Aus einem großen Verlagskonzern war kürzlich Folgendes zu hören: Man müsse "das Lesen positiver emotional aufladen als interessante Alternative in dieser schnelllebigen Zeit". Der Satz ist zwar gut gemeint, aber viel zu defensiv. Lesen ist alles andere als nur eine "interessante Alternative". Lesen ist unabdingbar – denn Lesen ermöglicht es uns, die Welt zu durchdringen, andere und uns selbst zu begreifen. Deshalb ist das Buch das Maß, an dem sich alle anderen Medien messen lassen müssen. Wer ein Buch liest, kann in seinem eigenen Kopf einen Film sehen und zugleich einem anderen Menschen beim Denken zuhören. Diese einzigartige Multifunktionalität macht das Buch zu einem schlichtweg konkurrenzlosen Produkt.

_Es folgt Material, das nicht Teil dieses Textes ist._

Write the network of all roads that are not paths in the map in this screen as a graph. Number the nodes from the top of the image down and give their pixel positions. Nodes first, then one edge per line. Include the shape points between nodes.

Die von vielen Verlagen gefürchteten Fernsehserien finden deshalb so viel Zuspruch, weil die besten von ihnen quasi annähernd literarische Qualitäten aufweisen. Das Feuilleton hat Serien bereits als den Fortsetzungsroman des 21. Jahrhunderts gefeiert. Das ist zum einen das größtmögliche Lob für die Macher dieser Serien. Zum anderen ist es der dezente Hinweis, wo der Hammer hängt: nämlich beim Buch.

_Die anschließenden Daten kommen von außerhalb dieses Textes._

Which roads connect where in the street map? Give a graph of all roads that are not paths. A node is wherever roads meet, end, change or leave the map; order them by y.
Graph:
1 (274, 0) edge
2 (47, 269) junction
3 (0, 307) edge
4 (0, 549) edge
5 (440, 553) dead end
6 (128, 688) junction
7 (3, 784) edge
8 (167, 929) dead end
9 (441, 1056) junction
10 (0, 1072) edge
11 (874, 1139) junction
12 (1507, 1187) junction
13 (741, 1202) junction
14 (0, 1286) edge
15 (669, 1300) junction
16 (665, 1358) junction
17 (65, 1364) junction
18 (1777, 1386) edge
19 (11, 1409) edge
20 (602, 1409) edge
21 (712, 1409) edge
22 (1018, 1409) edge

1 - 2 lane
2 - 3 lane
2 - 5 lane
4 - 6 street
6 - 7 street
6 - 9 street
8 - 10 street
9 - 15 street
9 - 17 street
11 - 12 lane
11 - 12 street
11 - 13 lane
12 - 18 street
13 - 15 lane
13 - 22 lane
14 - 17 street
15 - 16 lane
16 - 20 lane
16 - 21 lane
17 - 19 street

Ähnliches gilt für Computerspiele. Von Presse und Publikum werden vor allem die Games gefeiert, die Ambivalenz, Komplexität und eine intelligente Erzählung aufweisen: Tugenden, die ein gutes Buch von vornherein mit sich bringt. Von Kinofilmen nicht zu reden. Hier war schon immer die entscheidende Frage: Ist der Film so gut wie das Buch? In der Regel ist er es nicht. Und was die grotesk überschätzten sozialen Netzwerke betrifft: Hier zerstreut sich, was sich ohnehin nicht konzentrieren will. Doch genau danach verlangt das Buch: Konzentration.

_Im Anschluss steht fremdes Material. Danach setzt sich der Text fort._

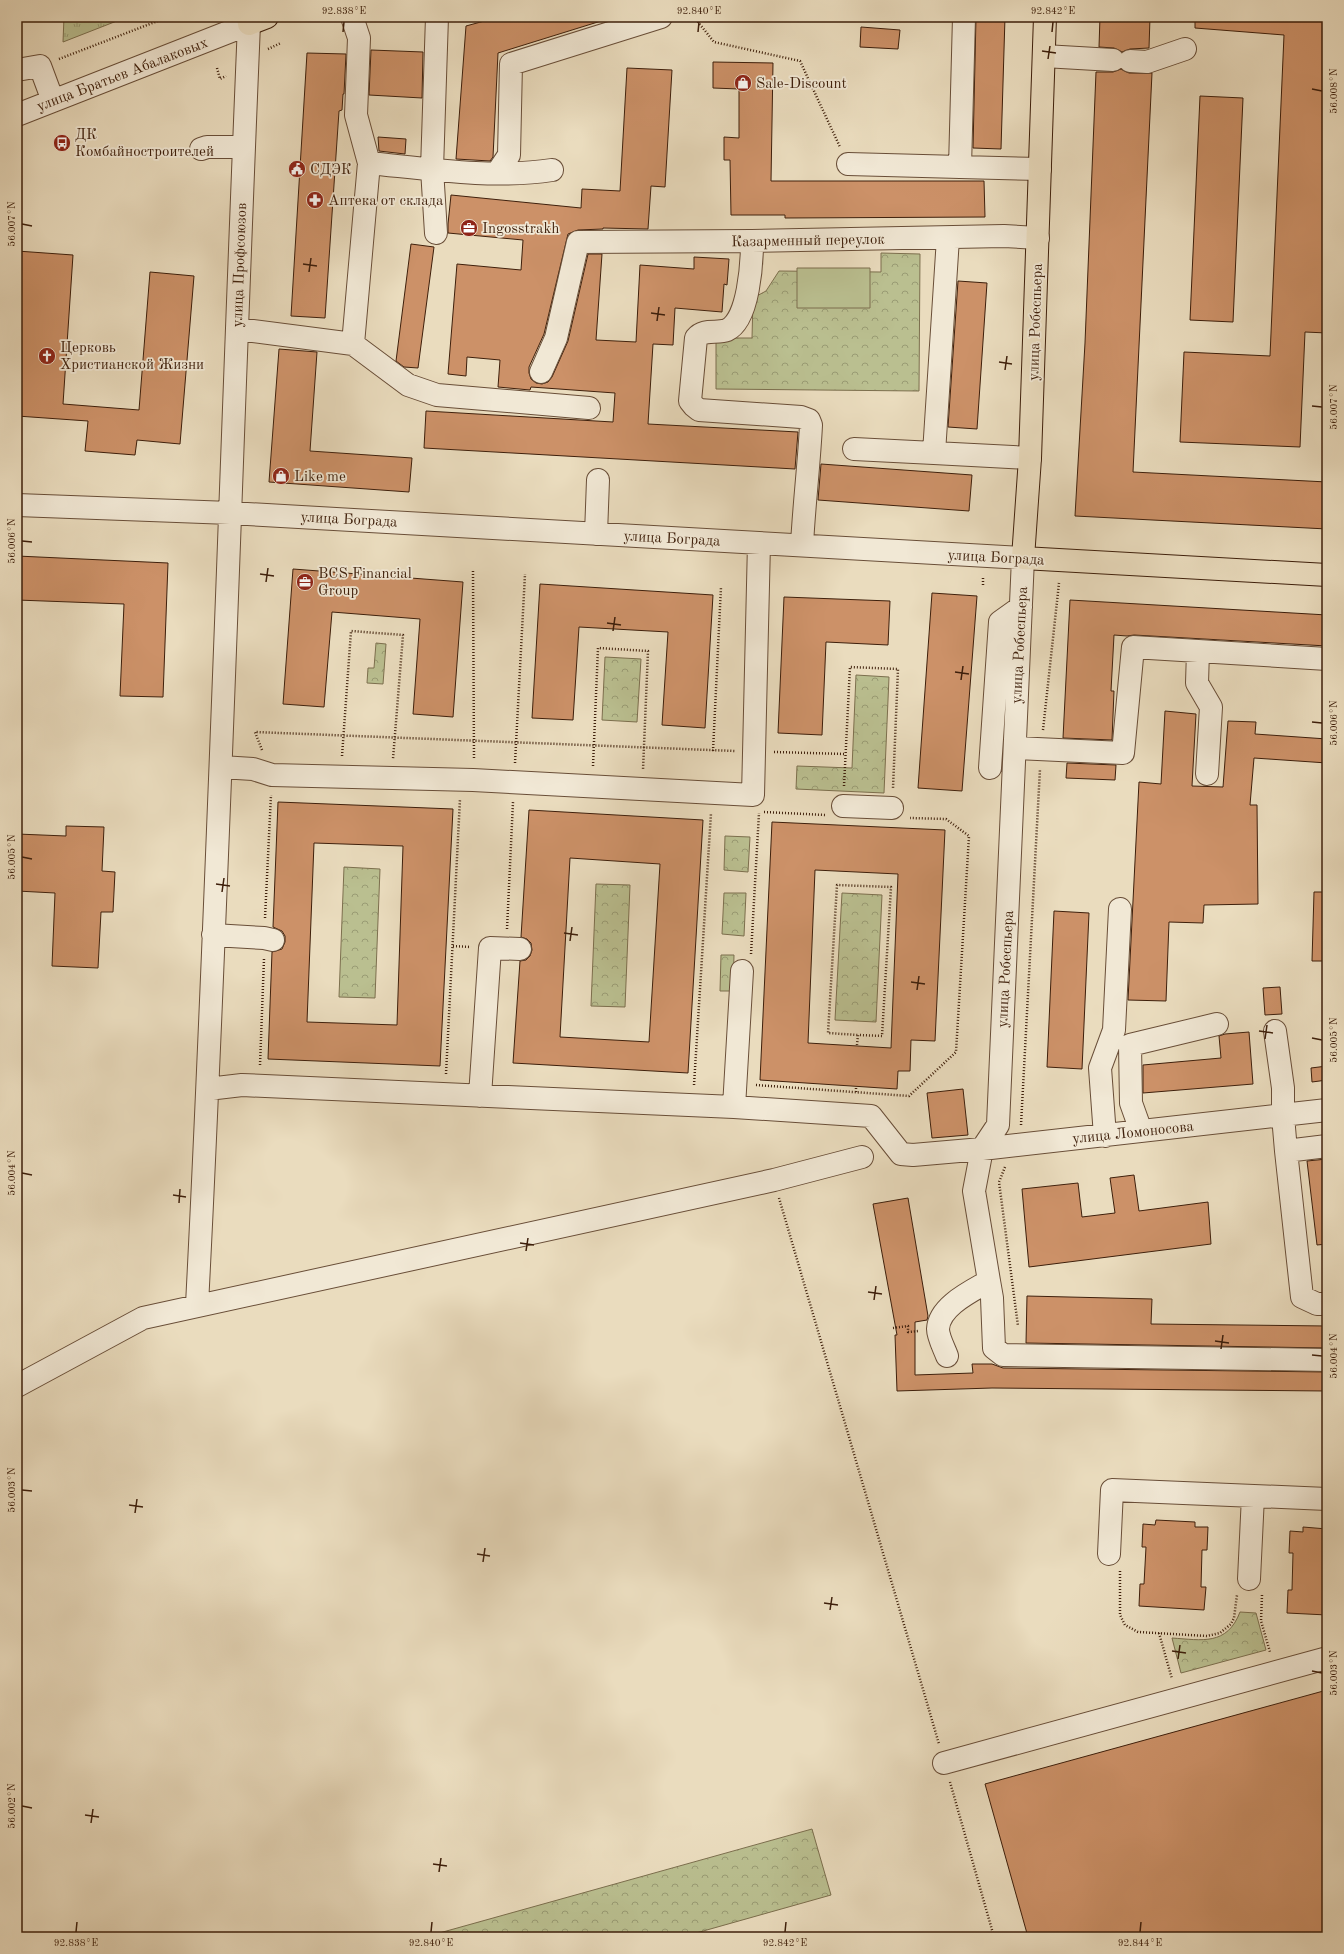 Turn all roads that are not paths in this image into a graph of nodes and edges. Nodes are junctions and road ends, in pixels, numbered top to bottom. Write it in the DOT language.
graph roads {
  1 [pos="352,17"];
  2 [pos="437,17"];
  3 [pos="661,17"];
  4 [pos="964,17"];
  5 [pos="1045,17"];
  6 [pos="255,19"];
  7 [pos="1185,49"];
  8 [pos="1044,56"];
  9 [pos="17,70"];
  10 [pos="53,101"];
  11 [pos="17,115"];
  12 [pos="244,147"];
  13 [pos="201,149"];
  14 [pos="369,163"];
  15 [pos="848,164"];
  16 [pos="960,167"];
  17 [pos="432,169"];
  18 [pos="1040,169"];
  19 [pos="552,170"];
  20 [pos="497,173"];
  21 [pos="436,233"];
  22 [pos="948,238"];
  23 [pos="1038,238"];
  24 [pos="752,241"];
  25 [pos="237,329"];
  26 [pos="353,344"];
  27 [pos="541,372"];
  28 [pos="589,408"];
  29 [pos="854,449"];
  30 [pos="934,453"];
  31 [pos="1030,458"];
  32 [pos="598,480"];
  33 [pos="17,505"];
  34 [pos="230,513"];
  35 [pos="596,534"];
  36 [pos="759,543"];
  37 [pos="802,545"];
  38 [pos="1023,558"];
  39 [pos="1327,575"];
  40 [pos="1021,607"];
  41 [pos="1198,651"];
  42 [pos="1327,660"];
  43 [pos="1014,748"];
  44 [pos="221,768"];
  45 [pos="990,768"];
  46 [pos="1207,774"];
  47 [pos="843,806"];
  48 [pos="892,808"];
  49 [pos="1120,909"];
  50 [pos="213,935"];
  51 [pos="268,939"];
  52 [pos="520,949"];
  53 [pos="746,966"];
  54 [pos="1217,1024"];
  55 [pos="1275,1031"];
  56 [pos="208,1089"];
  57 [pos="480,1096"];
  58 [pos="734,1107"];
  59 [pos="1327,1110"];
  60 [pos="1283,1116"];
  61 [pos="1141,1131"];
  62 [pos="1105,1136"];
  63 [pos="1327,1146"];
  64 [pos="982,1149"];
  65 [pos="1286,1151"];
  66 [pos="862,1157"];
  67 [pos="989,1281"];
  68 [pos="1327,1304"];
  69 [pos="197,1305"];
  70 [pos="947,1356"];
  71 [pos="1327,1360"];
  72 [pos="17,1386"];
  73 [pos="1253,1496"];
  74 [pos="1327,1499"];
  75 [pos="1109,1554"];
  76 [pos="1249,1579"];
  77 [pos="1327,1658"];
  78 [pos="944,1763"];
  1 -- 14 [label="street"];
  2 -- 17 [label="street"];
  3 -- 20 [label="street"];
  4 -- 16 [label="street"];
  5 -- 8 [label="main road, улица Робеспьера"];
  6 -- 10 [label="street, улица Братьев Абалаковых"];
  6 -- 12 [label="street, улица Профсоюзов"];
  7 -- 8 [label="street"];
  8 -- 18 [label="main road, улица Робеспьера"];
  9 -- 10 [label="street"];
  10 -- 11 [label="street, улица Братьев Абалаковых"];
  12 -- 13 [label="street"];
  12 -- 25 [label="street, улица Профсоюзов"];
  14 -- 17 [label="street"];
  14 -- 26 [label="street"];
  15 -- 16 [label="street"];
  16 -- 18 [label="street"];
  17 -- 20 [label="street"];
  17 -- 21 [label="street"];
  18 -- 23 [label="main road, улица Робеспьера"];
  19 -- 20 [label="street"];
  22 -- 23 [label="street, Казарменный переулок"];
  22 -- 24 [label="street, Казарменный переулок"];
  22 -- 30 [label="street"];
  23 -- 31 [label="main road, улица Робеспьера"];
  24 -- 27 [label="street, Казарменный переулок"];
  24 -- 37 [label="street"];
  25 -- 26 [label="street"];
  25 -- 34 [label="street, улица Профсоюзов"];
  26 -- 28 [label="street"];
  29 -- 30 [label="street"];
  30 -- 31 [label="street"];
  31 -- 38 [label="main road, улица Робеспьера"];
  32 -- 35 [label="street"];
  33 -- 34 [label="street, улица Бограда"];
  34 -- 35 [label="street, улица Бограда"];
  34 -- 44 [label="street, улица Профсоюзов"];
  35 -- 36 [label="street, улица Бограда"];
  36 -- 37 [label="street, улица Бограда"];
  36 -- 44 [label="street"];
  37 -- 38 [label="street, улица Бограда"];
  38 -- 39 [label="main road, улица Бограда"];
  38 -- 40 [label="street, улица Робеспьера"];
  40 -- 43 [label="street, улица Робеспьера"];
  40 -- 45 [label="street"];
  41 -- 42 [label="street"];
  41 -- 43 [label="street"];
  41 -- 46 [label="street"];
  43 -- 64 [label="street, улица Робеспьера"];
  44 -- 50 [label="street, улица Профсоюзов"];
  47 -- 48 [label="street"];
  49 -- 62 [label="street"];
  50 -- 51 [label="street"];
  50 -- 56 [label="street, улица Профсоюзов"];
  52 -- 57 [label="street"];
  53 -- 58 [label="street"];
  54 -- 61 [label="street"];
  55 -- 60 [label="street"];
  56 -- 57 [label="street"];
  56 -- 69 [label="street, улица Профсоюзов"];
  57 -- 58 [label="street"];
  58 -- 64 [label="street, улица Ломоносова"];
  59 -- 60 [label="street, улица Ломоносова"];
  60 -- 61 [label="street, улица Ломоносова"];
  60 -- 65 [label="street"];
  61 -- 62 [label="street, улица Ломоносова"];
  62 -- 64 [label="street, улица Ломоносова"];
  63 -- 65 [label="street"];
  64 -- 67 [label="street"];
  65 -- 68 [label="street"];
  66 -- 69 [label="street"];
  67 -- 70 [label="street"];
  67 -- 71 [label="street"];
  69 -- 72 [label="street"];
  73 -- 74 [label="street"];
  73 -- 75 [label="street"];
  73 -- 76 [label="street"];
  77 -- 78 [label="street"];
}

Nicht nur deshalb ist das Buch ein geniales Medium. Aber es braucht engagierte Fürsprecher. Eine Kampagne wie die des Börsenvereins mit ihren trostlosen Slogans ist in diesem Zusammenhang freundlich gesagt kontraproduktiv. Allerdings hat mit wenigen Ausnahmen auch das Marketing der Verlage einen Anteil daran, dass jedes Bügeleisen inspirierter beworben wird als ein Buch.
Dabei steht die Branche vor einer interessanten Herausforderung. Verlagsübergreifend sinken die Verkaufsauflagen. Laut Börsenverein sind in den vergangenen Jahren sechs Millionen Leser verloren gegangen. Die Ratlosigkeit ist groß, ebenso die Gefahr, sich zu verzetteln.
Das schafft eine Situation, mit der schlanke Verlage naturgemäß etwas besser umgehen können, während große Verlage auch größere Probleme bekommen. Wer in Zukunft wirtschaftlich erfolgreich bleiben will, ist gut beraten, alte Zöpfe abzuschneiden, sich unbeirrt auf das Kerngeschäft zu fokussieren und eine starke Backlist zu schaffen, was heute landläufig als Ding der Unmöglichkeit gilt, aber nachgewiesenermaßen durchaus möglich ist. Darüber hinaus gilt es, auf allen Kanälen Leselust zu entfesseln und Bücher leidenschaftlich als das zu empfehlen, was sie sind: das aufregendste Medium, das es jemals gab.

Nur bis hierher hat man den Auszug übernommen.